I'll post some crappy iphone pics tonight... What's everyone's thought on this?

Damn, I just wish I had the $3500 for the huge Bridgeport they have as well!!!

My 12x36 is the Taiwan (San Yuen) unit I bought for $300. The unit is pretty nice, but has a bit of looseness on the carriage that can sometimes become annoying.


----------



## N2rockets (Sep 29, 2010)

Sounds like a good deal to me! LeBlonde Lathes are very nice, and the older vintage ones (in good condition) cant be beat for the price IMHO! I just recently picked up a 1950's Logan 820 10"x24" in excellent condition, no wear at all just dirty from sitting for 60 years- but it cost me 1,200. (I wanted it for less, but jumped on the lathe because it was the exact model I wanted in near new condition, just old) It didnt even have a chuck so I had to pick up a 6" Buck Set-True 3-Jaw for another 180$. So yea, I would say its a really good deal as long as its not worn out and more work then you are looking for to clean it up and get it running true.


----------



## precisionworks (Sep 29, 2010)

The LeBlond Regal 12" (as well as most every size Regal) is a well built machine. Like most lathes built between 1950 & 1980, head stock bores run on the small side - my South Bend 10K had a .875" bore 

Parts are often available on eBay, and Joe at Plaza Machinery stocks some parts.
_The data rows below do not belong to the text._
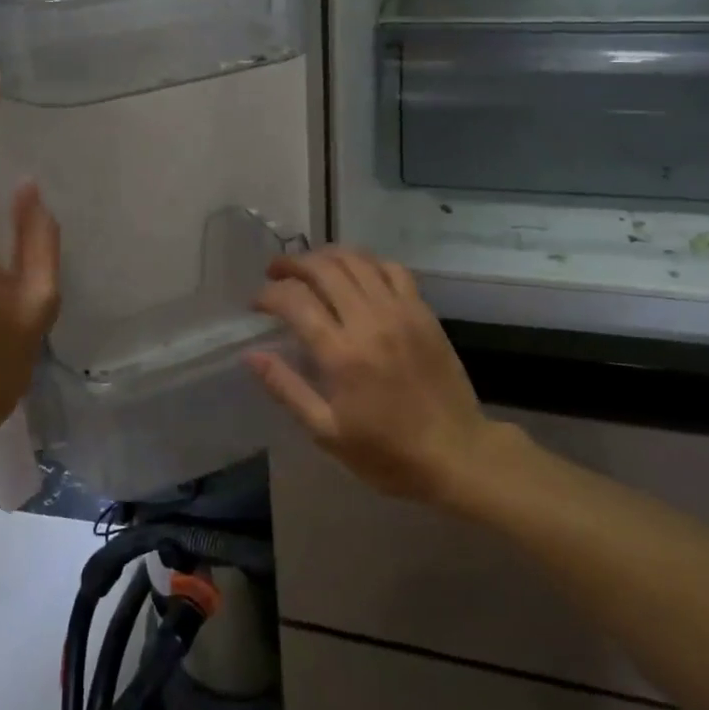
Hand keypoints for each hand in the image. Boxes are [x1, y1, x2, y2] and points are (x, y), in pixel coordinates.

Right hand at [247, 247, 501, 504]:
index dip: (268, 294)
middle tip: (275, 273)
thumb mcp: (327, 432)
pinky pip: (392, 269)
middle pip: (323, 269)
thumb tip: (251, 355)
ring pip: (356, 260)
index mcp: (341, 354)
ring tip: (309, 266)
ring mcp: (400, 311)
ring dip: (326, 256)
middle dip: (291, 264)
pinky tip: (355, 273)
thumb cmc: (387, 452)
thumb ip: (286, 388)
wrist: (457, 453)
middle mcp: (369, 321)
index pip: (294, 301)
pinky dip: (367, 262)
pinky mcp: (422, 311)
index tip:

If you call LeBlond for a price, make sure you're sitting down or you'll suffer a heart attack :nana:

*IF the condition is nice*, $750 is not too much to pay. At least you don't have to worry about shipping it by truck.


----------



## 350xfire (Sep 29, 2010)

precisionworks said:


> The LeBlond Regal 12" (as well as most every size Regal) is a well built machine. Like most lathes built between 1950 & 1980, head stock bores run on the small side - my South Bend 10K had a .875" bore
> 
> Parts are often available on eBay, and Joe at Plaza Machinery stocks some parts. If you call LeBlond for a price, make sure you're sitting down or you'll suffer a heart attack :nana:
> 
> *IF the condition is nice*, $750 is not too much to pay. At least you don't have to worry about shipping it by truck.


 
At least the chuck can swallow a big piece of a light, so the spindle bore is not a huge deal!
Looks like it's all there and everything was in boxes so the lady said there may be more parts to it. They just haven't gotten around to unpacking everything. 
This is some type of clearance of some dental implant shop. They have a lot of old school CNC stuff, a swiss second operation lathe, a nice big bridgeport mill, clausing mill, grinders, etc. I wish I had the $3500 for that bridgeport!!! 

Oh, and I am not sure whether it is a 12" or 13"...
Thanks


----------



## 350xfire (Sep 29, 2010)

Here is what it looks like(this is not it just some Internet pics):
1940s-1950s model. Not sure of size yet!
http://www.lathes.co.uk/regal/page3.html


----------



## archer6817j (Sep 29, 2010)

Do you have any pics of the actual lathe being sold? 

I'd also want to know how the machine was used since it's so old. In a garage, it might still have some life; but in a job shop it was probably run hard. Even if it was well cared for it could be quite worn if it was used every day. 

On the other hand, maybe you can buy it for 750 and if it doesn't work out sell it for 1000, hehe. 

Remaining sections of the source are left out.